Two-orbit manned trips to ISS possible after Progress cargo craft's test flights
The two-orbit flight will last three hours
Russia’s space corporation Roscosmos may consider the possibility of using a two-orbit pattern (lasting three hours from lift-off to docking) for the manned Soyuz MS spacecraft taking crews to the ISS after a series of tests involving the unmanned cargo spacecraft Progress, a Roscosmos spokesman said.
"After the two-orbit trip pattern has been tested with the use of Progress MS cargo craft, the documentation will be analyzed and amended. The possibility of using the two-orbit flight path for launching manned Soyuz spacecraft to the ISS will be considered only after that," the official said.

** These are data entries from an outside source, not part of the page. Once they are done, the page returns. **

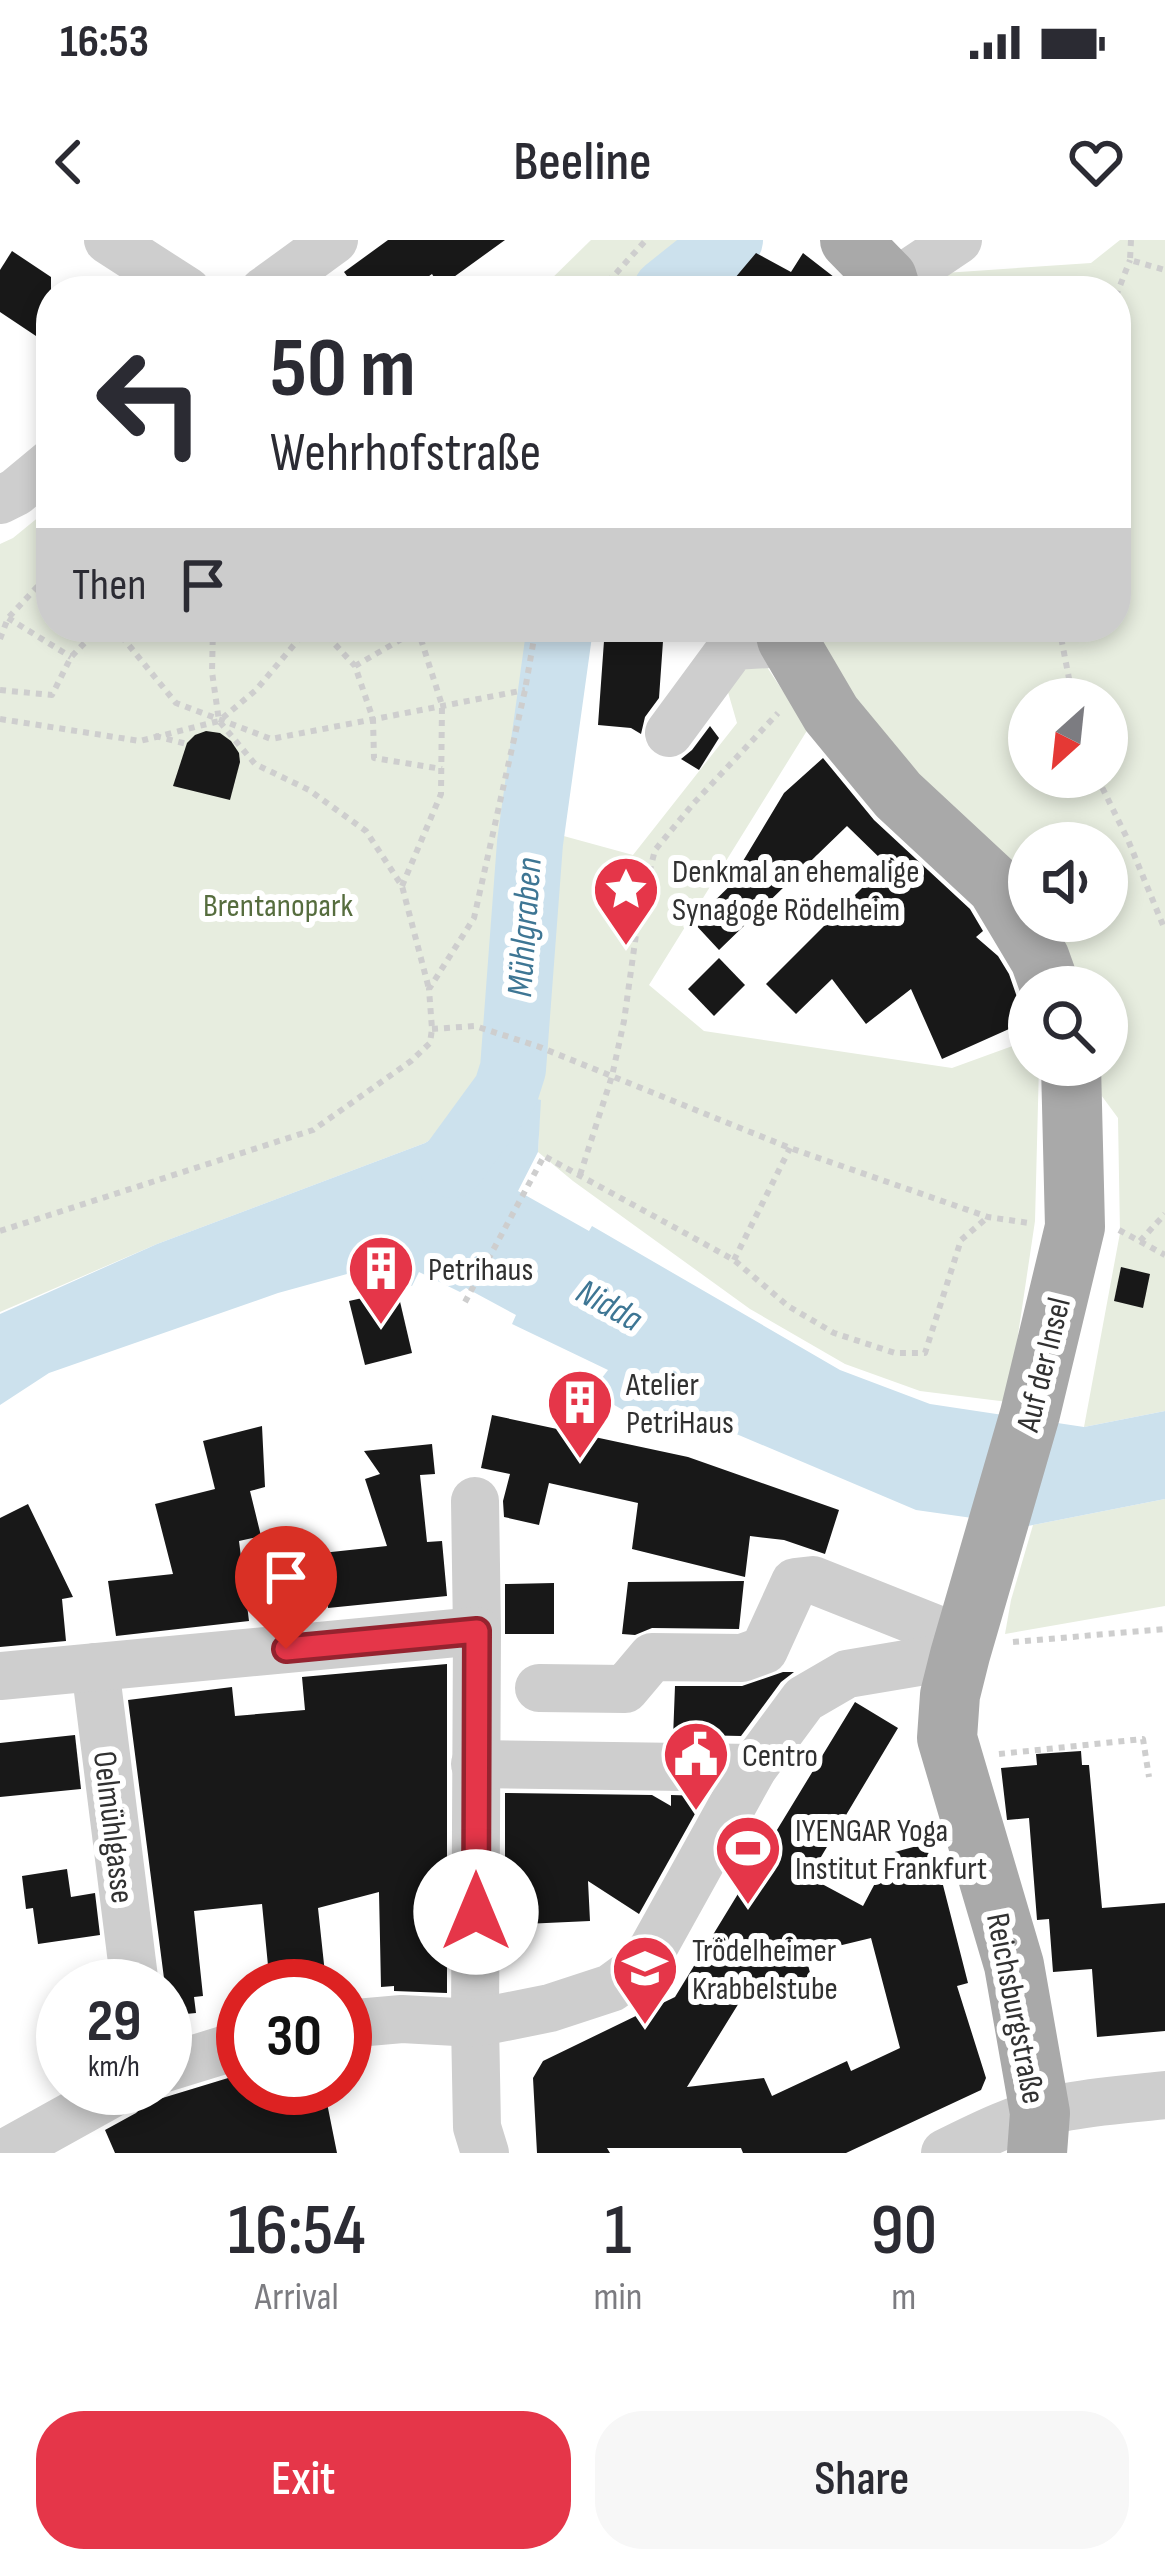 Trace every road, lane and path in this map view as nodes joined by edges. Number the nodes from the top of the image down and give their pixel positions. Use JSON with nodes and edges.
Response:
{"nodes":[{"id":1,"x":108,"y":240,"type":"edge"},
{"id":2,"x":334,"y":240,"type":"edge"},
{"id":3,"x":646,"y":240,"type":"edge"},
{"id":4,"x":958,"y":240,"type":"edge"},
{"id":5,"x":1131,"y":240,"type":"edge"},
{"id":6,"x":1130,"y":260,"type":"junction"},
{"id":7,"x":876,"y":270,"type":"edge"},
{"id":8,"x":1165,"y":270,"type":"edge"},
{"id":9,"x":164,"y":276,"type":"edge"},
{"id":10,"x":285,"y":276,"type":"edge"},
{"id":11,"x":614,"y":276,"type":"edge"},
{"id":12,"x":1124,"y":276,"type":"edge"},
{"id":13,"x":36,"y":475,"type":"edge"},
{"id":14,"x":0,"y":500,"type":"edge"},
{"id":15,"x":36,"y":586,"type":"edge"},
{"id":16,"x":8,"y":619,"type":"junction"},
{"id":17,"x":36,"y":636,"type":"edge"},
{"id":18,"x":0,"y":639,"type":"edge"},
{"id":19,"x":46,"y":642,"type":"edge"},
{"id":20,"x":86,"y":642,"type":"edge"},
{"id":21,"x":127,"y":642,"type":"edge"},
{"id":22,"x":213,"y":642,"type":"edge"},
{"id":23,"x":296,"y":642,"type":"edge"},
{"id":24,"x":333,"y":642,"type":"edge"},
{"id":25,"x":395,"y":642,"type":"edge"},
{"id":26,"x":422,"y":642,"type":"edge"},
{"id":27,"x":533,"y":642,"type":"edge"},
{"id":28,"x":773,"y":642,"type":"edge"},
{"id":29,"x":790,"y":642,"type":"edge"},
{"id":30,"x":1062,"y":642,"type":"edge"},
{"id":31,"x":71,"y":657,"type":"junction"},
{"id":32,"x":355,"y":666,"type":"junction"},
{"id":33,"x":1069,"y":678,"type":"edge"},
{"id":34,"x":0,"y":690,"type":"edge"},
{"id":35,"x":525,"y":690,"type":"junction"},
{"id":36,"x":442,"y":705,"type":"junction"},
{"id":37,"x":780,"y":711,"type":"dead end"},
{"id":38,"x":0,"y":719,"type":"edge"},
{"id":39,"x":373,"y":719,"type":"junction"},
{"id":40,"x":219,"y":721,"type":"junction"},
{"id":41,"x":669,"y":733,"type":"dead end"},
{"id":42,"x":153,"y":736,"type":"junction"},
{"id":43,"x":187,"y":744,"type":"dead end"},
{"id":44,"x":240,"y":759,"type":"dead end"},
{"id":45,"x":255,"y":764,"type":"junction"},
{"id":46,"x":442,"y":769,"type":"junction"},
{"id":47,"x":1108,"y":798,"type":"edge"},
{"id":48,"x":402,"y":886,"type":"junction"},
{"id":49,"x":1165,"y":929,"type":"edge"},
{"id":50,"x":1043,"y":966,"type":"edge"},
{"id":51,"x":429,"y":989,"type":"junction"},
{"id":52,"x":432,"y":1029,"type":"junction"},
{"id":53,"x":612,"y":1076,"type":"junction"},
{"id":54,"x":1072,"y":1086,"type":"edge"},
{"id":55,"x":790,"y":1148,"type":"junction"},
{"id":56,"x":580,"y":1175,"type":"junction"},
{"id":57,"x":1165,"y":1214,"type":"edge"},
{"id":58,"x":988,"y":1217,"type":"junction"},
{"id":59,"x":1075,"y":1227,"type":"junction"},
{"id":60,"x":0,"y":1231,"type":"edge"},
{"id":61,"x":1140,"y":1241,"type":"dead end"},
{"id":62,"x":734,"y":1260,"type":"junction"},
{"id":63,"x":465,"y":1302,"type":"dead end"},
{"id":64,"x":475,"y":1502,"type":"dead end"},
{"id":65,"x":968,"y":1628,"type":"junction"},
{"id":66,"x":1165,"y":1629,"type":"edge"},
{"id":67,"x":477,"y":1631,"type":"junction"},
{"id":68,"x":95,"y":1667,"type":"junction"},
{"id":69,"x":0,"y":1676,"type":"edge"},
{"id":70,"x":539,"y":1688,"type":"dead end"},
{"id":71,"x":954,"y":1760,"type":"junction"},
{"id":72,"x":475,"y":1765,"type":"junction"},
{"id":73,"x":753,"y":1768,"type":"junction"},
{"id":74,"x":1149,"y":1777,"type":"dead end"},
{"id":75,"x":133,"y":1959,"type":"edge"},
{"id":76,"x":372,"y":2021,"type":"edge"},
{"id":77,"x":475,"y":2023,"type":"junction"},
{"id":78,"x":1165,"y":2095,"type":"edge"},
{"id":79,"x":73,"y":2115,"type":"edge"},
{"id":80,"x":1038,"y":2133,"type":"edge"},
{"id":81,"x":5,"y":2153,"type":"edge"},
{"id":82,"x":485,"y":2153,"type":"edge"},
{"id":83,"x":945,"y":2153,"type":"edge"}],
"edges":[{"from":1,"to":9,"type":"street"},
{"from":2,"to":10,"type":"street"},
{"from":3,"to":11,"type":"path"},
{"from":4,"to":7,"type":"street"},
{"from":5,"to":6,"type":"path"},
{"from":6,"to":8,"type":"path"},
{"from":6,"to":12,"type":"path"},
{"from":13,"to":14,"type":"street"},
{"from":15,"to":16,"type":"path"},
{"from":16,"to":17,"type":"path"},
{"from":16,"to":18,"type":"path"},
{"from":19,"to":31,"type":"path"},
{"from":20,"to":31,"type":"path"},
{"from":21,"to":40,"type":"path"},
{"from":22,"to":40,"type":"path"},
{"from":23,"to":40,"type":"path"},
{"from":24,"to":32,"type":"path"},
{"from":25,"to":32,"type":"path"},
{"from":26,"to":36,"type":"path"},
{"from":27,"to":35,"type":"path"},
{"from":28,"to":41,"type":"street"},
{"from":29,"to":50,"type":"main road"},
{"from":30,"to":33,"type":"path"},
{"from":31,"to":34,"type":"path"},
{"from":32,"to":39,"type":"path"},
{"from":35,"to":36,"type":"path"},
{"from":35,"to":51,"type":"path"},
{"from":36,"to":39,"type":"path"},
{"from":36,"to":46,"type":"path"},
{"from":37,"to":53,"type":"path"},
{"from":38,"to":42,"type":"path"},
{"from":39,"to":40,"type":"path"},
{"from":39,"to":46,"type":"path"},
{"from":40,"to":42,"type":"path"},
{"from":40,"to":45,"type":"path"},
{"from":42,"to":43,"type":"path"},
{"from":44,"to":45,"type":"path"},
{"from":45,"to":48,"type":"path"},
{"from":46,"to":48,"type":"path"},
{"from":47,"to":49,"type":"path"},
{"from":48,"to":51,"type":"path"},
{"from":51,"to":52,"type":"path"},
{"from":52,"to":53,"type":"path"},
{"from":52,"to":60,"type":"path"},
{"from":53,"to":55,"type":"path"},
{"from":53,"to":56,"type":"path"},
{"from":54,"to":59,"type":"main road","name":"Auf der Insel"},
{"from":55,"to":58,"type":"path"},
{"from":55,"to":62,"type":"path"},
{"from":56,"to":62,"type":"path"},
{"from":56,"to":63,"type":"path"},
{"from":57,"to":61,"type":"path"},
{"from":58,"to":59,"type":"path"},
{"from":58,"to":62,"type":"path"},
{"from":59,"to":65,"type":"main road","name":"Auf der Insel"},
{"from":64,"to":67,"type":"street"},
{"from":65,"to":66,"type":"path"},
{"from":65,"to":70,"type":"street"},
{"from":65,"to":71,"type":"main road","name":"Reichsburgstraße"},
{"from":65,"to":73,"type":"street"},
{"from":67,"to":68,"type":"street"},
{"from":67,"to":72,"type":"street"},
{"from":68,"to":69,"type":"street"},
{"from":68,"to":75,"type":"street","name":"Oelmühlgasse"},
{"from":71,"to":74,"type":"path"},
{"from":71,"to":80,"type":"main road","name":"Reichsburgstraße"},
{"from":72,"to":73,"type":"street"},
{"from":72,"to":77,"type":"street"},
{"from":73,"to":77,"type":"street"},
{"from":76,"to":77,"type":"street"},
{"from":77,"to":82,"type":"street"},
{"from":78,"to":80,"type":"street"},
{"from":79,"to":81,"type":"street"},
{"from":80,"to":83,"type":"street"}]}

Earlier, Roscosmos said that the cargo spacecraft Progress MS-07, due to be put in space from the Baikonur space site in Kazakhstan with a Soyuz 2.1a rocket on October 12, will for the first time reach the ISS within three hours after orbiting the Earth twice. The corporation added that the spacecraft would use an experimental flight path.
The current fastest pattern of sending cargo and manned spacecraft to the USS continues for six hours. Still earlier, it took spacecraft two days to reach the ISS.
The two-orbit flight will last three hours. Under the current six-hour pattern the spacecraft orbits the Earth four times.